My grandfather had shoes big as frying pans, and he used to let me stand atop them while he and I partner danced in his basement. He wasn’t particularly graceful, so I’d curl my toes to anchor myself as he slid us around the damp room that smelled of ping-pong balls — small strides for him amounting to large strides for me. A gentle giant with an Elvis lip-curl, he spent his workdays as a lineman for the phone company and his off-time, apparently, amassing records.
I can still hear the sound of a ’45 dropping down onto his treasured turntable, the staticky hiss of the needle as it made contact with the record. His record collection was so large, it filled an entire wall of shelves in his South Dakota home, and my sister and I would run right into that room almost the minute we arrived from Arizona for our visits. We’d be sure to listen to Walk Right In, Sea Cruise, Teen Angel — songs that propel me back in an instant when I hear them now.
Upstairs, my gorgeous and hilarious grandma would be snapping green beans from their garden, swishing around the kitchen in the ugly-prettiest polyester robe, floor-length and patterned in flowers the color of my childhood: harvest gold, avocado green, rust. Her filed fingernails, always painted a delicate pearlescent pink, were seemingly always prying and poking at foodstuffs in the kitchen (not likely what she wanted to be remembered for). “I’m never full,” was her constant refrain, usually said while squinting her eyes devishly, her front teeth tapping together as she crunched on a green bean, a crab leg, a pistachio — whatever was left.
If your grandparents are like mine were, they will thin their belongings as they age until there’s almost nothing left. The painted gray house with the cozy Murphy beds and garden will be sold when they move to a little apartment that’s gentler on the knees. The gold vanity stool on which your grandmother sat painting her nails the color of backscratches, or putting on fuschia lipstick from a golden tube, will be rehomed at her last garage sale. And the vintage record collection that lives in your soul will be quietly donated to charity after she passes away, your grandpa’s way of preparing for his own death: ridding his closets of things relatives might fight over.
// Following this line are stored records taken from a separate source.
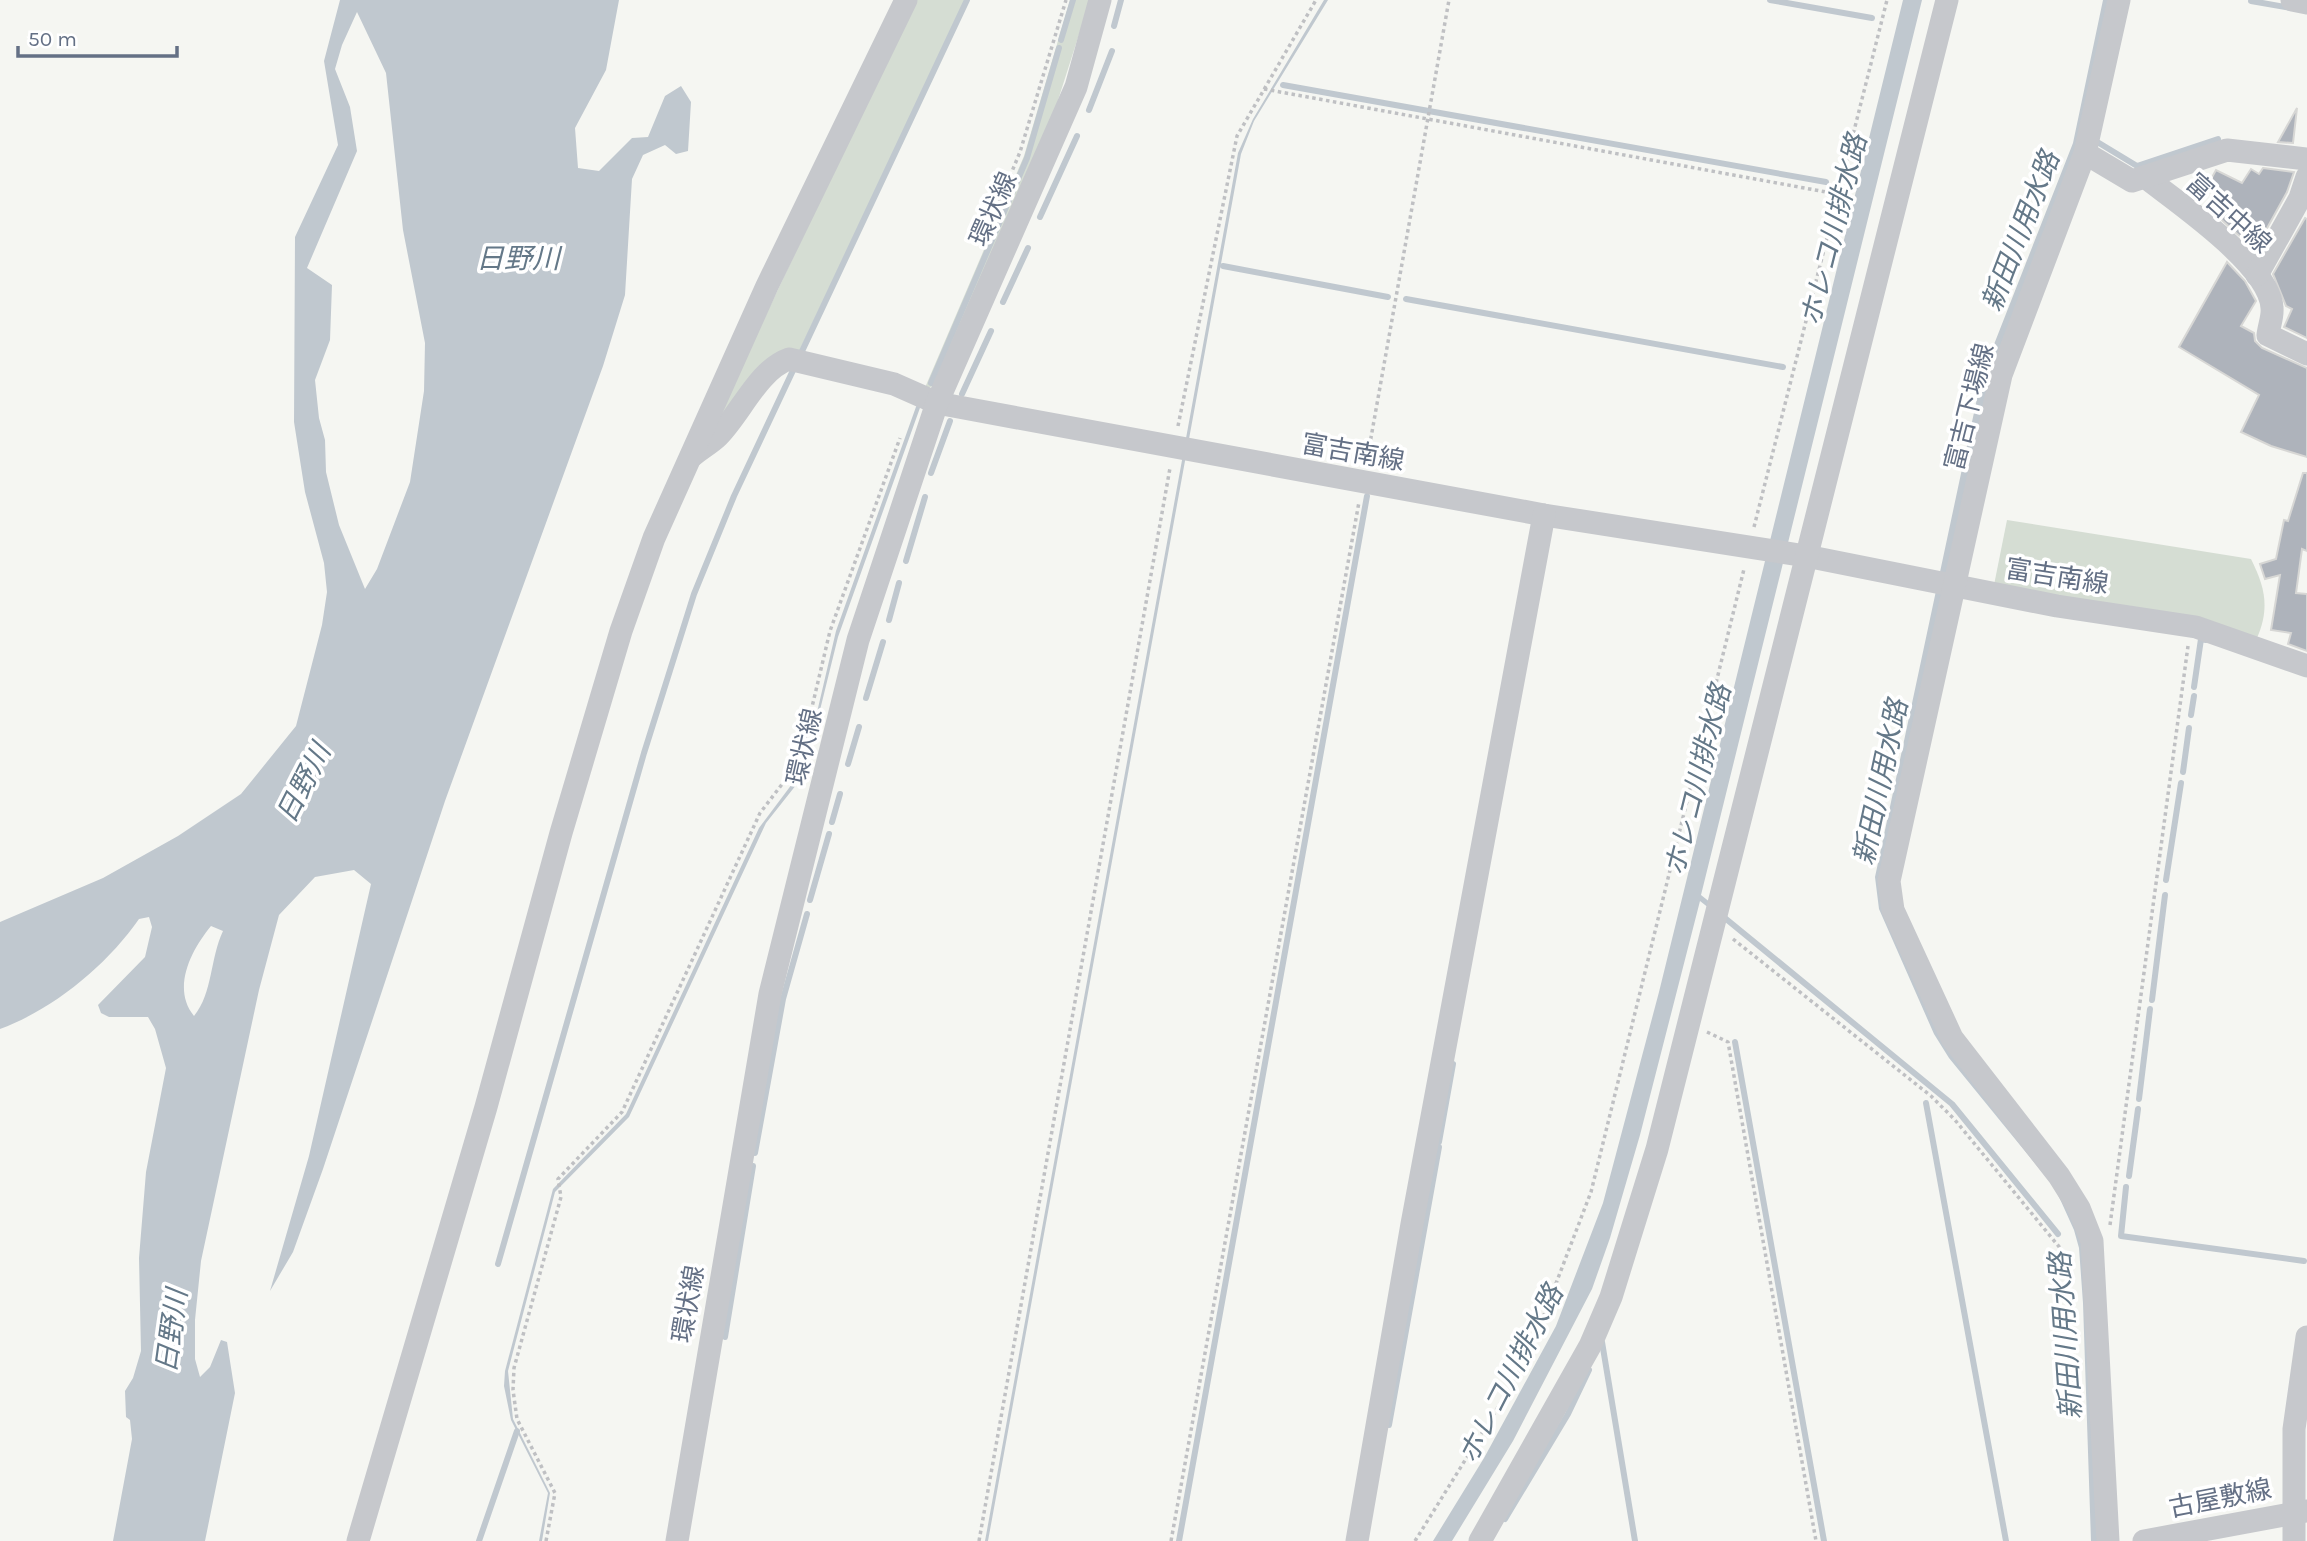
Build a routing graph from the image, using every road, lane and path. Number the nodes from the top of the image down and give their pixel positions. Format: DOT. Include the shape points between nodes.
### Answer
graph roads {
  1 [pos="906,0"];
  2 [pos="1066,0"];
  3 [pos="1100,0"];
  4 [pos="1316,0"];
  5 [pos="1449,0"];
  6 [pos="1887,0"];
  7 [pos="1947,0"];
  8 [pos="2119,0"];
  9 [pos="2292,0"];
  10 [pos="2307,3"];
  11 [pos="1264,89"];
  12 [pos="1426,119"];
  13 [pos="2085,153"];
  14 [pos="2307,159"];
  15 [pos="2145,177"];
  16 [pos="2307,177"];
  17 [pos="1837,194"];
  18 [pos="988,227"];
  19 [pos="2257,275"];
  20 [pos="2307,354"];
  21 [pos="937,403"];
  22 [pos="902,434"];
  23 [pos="1174,447"];
  24 [pos="692,456"];
  25 [pos="1363,482"];
  26 [pos="1544,515"];
  27 [pos="1755,548"];
  28 [pos="1801,555"];
  29 [pos="1956,585"];
  30 [pos="2191,626"];
  31 [pos="2307,666"];
  32 [pos="1714,926"];
  33 [pos="1689,1024"];
  34 [pos="2092,1241"];
  35 [pos="2094,1273"];
  36 [pos="2307,1337"];
  37 [pos="2301,1512"];
  38 [pos="358,1541"];
  39 [pos="546,1541"];
  40 [pos="677,1541"];
  41 [pos="979,1541"];
  42 [pos="1171,1541"];
  43 [pos="1357,1541"];
  44 [pos="1415,1541"];
  45 [pos="1480,1541"];
  46 [pos="1816,1541"];
  47 [pos="2108,1541"];
  48 [pos="2144,1541"];
  49 [pos="2294,1541"];
  1 -- 24 [label="street" via="767,286"];
  2 -- 18 [label="path" via="1020,152"];
  3 -- 21 [label="street, 環状線" via="1076,87"];
  4 -- 11 [label="path"];
  5 -- 12 [label="path"];
  6 -- 17 [label="path"];
  7 -- 28 [label="street"];
  8 -- 13 [label="street, 富吉下場線"];
  9 -- 10 [label="street"];
  11 -- 12 [label="path"];
  11 -- 23 [label="path" via="1237,136"];
  12 -- 17 [label="path"];
  12 -- 25 [label="path"];
  13 -- 15 [label="street" via="2132,181"];
  13 -- 29 [label="street, 富吉下場線" via="2001,376"];
  14 -- 15 [label="street" via="2227,150"];
  15 -- 19 [label="street, 富吉中線" via="2218,234"];
  16 -- 19 [label="street"];
  17 -- 27 [label="path"];
  19 -- 20 [label="street, 富吉中線" via="2272,306 2268,335"];
  21 -- 23 [label="street, 富吉南線"];
  21 -- 24 [label="street, 富吉南線" via="894,384 789,359 768,373 718,437"];
  21 -- 40 [label="street, 環状線" via="858,640 771,994"];
  22 -- 39 [label="path" via="830,631 799,762 760,813 622,1112 558,1179 561,1197 513,1368 517,1419 555,1493"];
  23 -- 25 [label="street, 富吉南線"];
  23 -- 41 [label="path"];
  24 -- 38 [label="street" via="654,538 621,631"];
  25 -- 26 [label="street, 富吉南線"];
  25 -- 42 [label="path"];
  26 -- 27 [label="street, 富吉南線"];
  26 -- 43 [label="street"];
  27 -- 28 [label="street, 富吉南線"];
  27 -- 44 [label="path" via="1591,1192 1537,1333 1513,1382"];
  28 -- 29 [label="street, 富吉南線"];
  28 -- 32 [label="street"];
  29 -- 30 [label="street, 富吉南線"];
  29 -- 34 [label="street, 富吉下場線" via="1889,881 1893,910 1952,1038 2059,1177 2079,1208"];
  30 -- 31 [label="street, 富吉南線"];
  30 -- 34 [label="path" via="2109,1229 2104,1237"];
  32 -- 33 [label="street"];
  32 -- 35 [label="path" via="1931,1096 2065,1254"];
  33 -- 45 [label="street" via="1657,1149 1611,1297 1563,1396"];
  33 -- 46 [label="path" via="1728,1042"];
  34 -- 35 [label="street, 富吉下場線"];
  35 -- 47 [label="street, 富吉下場線"];
  36 -- 37 [label="street" via="2294,1429"];
  37 -- 48 [label="street, 古屋敷線"];
  37 -- 49 [label="street"];
}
By the time my grandpa died, there was little left from inside that home where I danced atop his shoes — a mantle clock, some jewelry, a half-empty bottle of White Shoulders perfume. One exception was an amber-glass sugar dispenser with an aluminum top, likely purchased at a dimestore at a deep discount. I remember it on the circular table in the kitchen where my grandma snapped peas and, decades later, on the counter in their knee-friendly apartment. After my grandma passed unexpectedly in 2002, my grandpa took it with him to his assisted-living apartment. A Depression-era boy, he made such things last and last and last.
Today, it sits on my own kitchen counter, looking like nothing special but containing so much more than the sugar. Every time I use it, every time I look at the chipped base of it, I think of them both and their wonderful little house, their green garden full of mosquitoes and curling green vines, my grandmother’s hands tipping it over the last morsel of cold Christmas lefse, my grandpa’s hands tipping it over his coffee, and I know what a wonderful thing it is to have been their granddaughter.


I remember it all. What a special gift they were.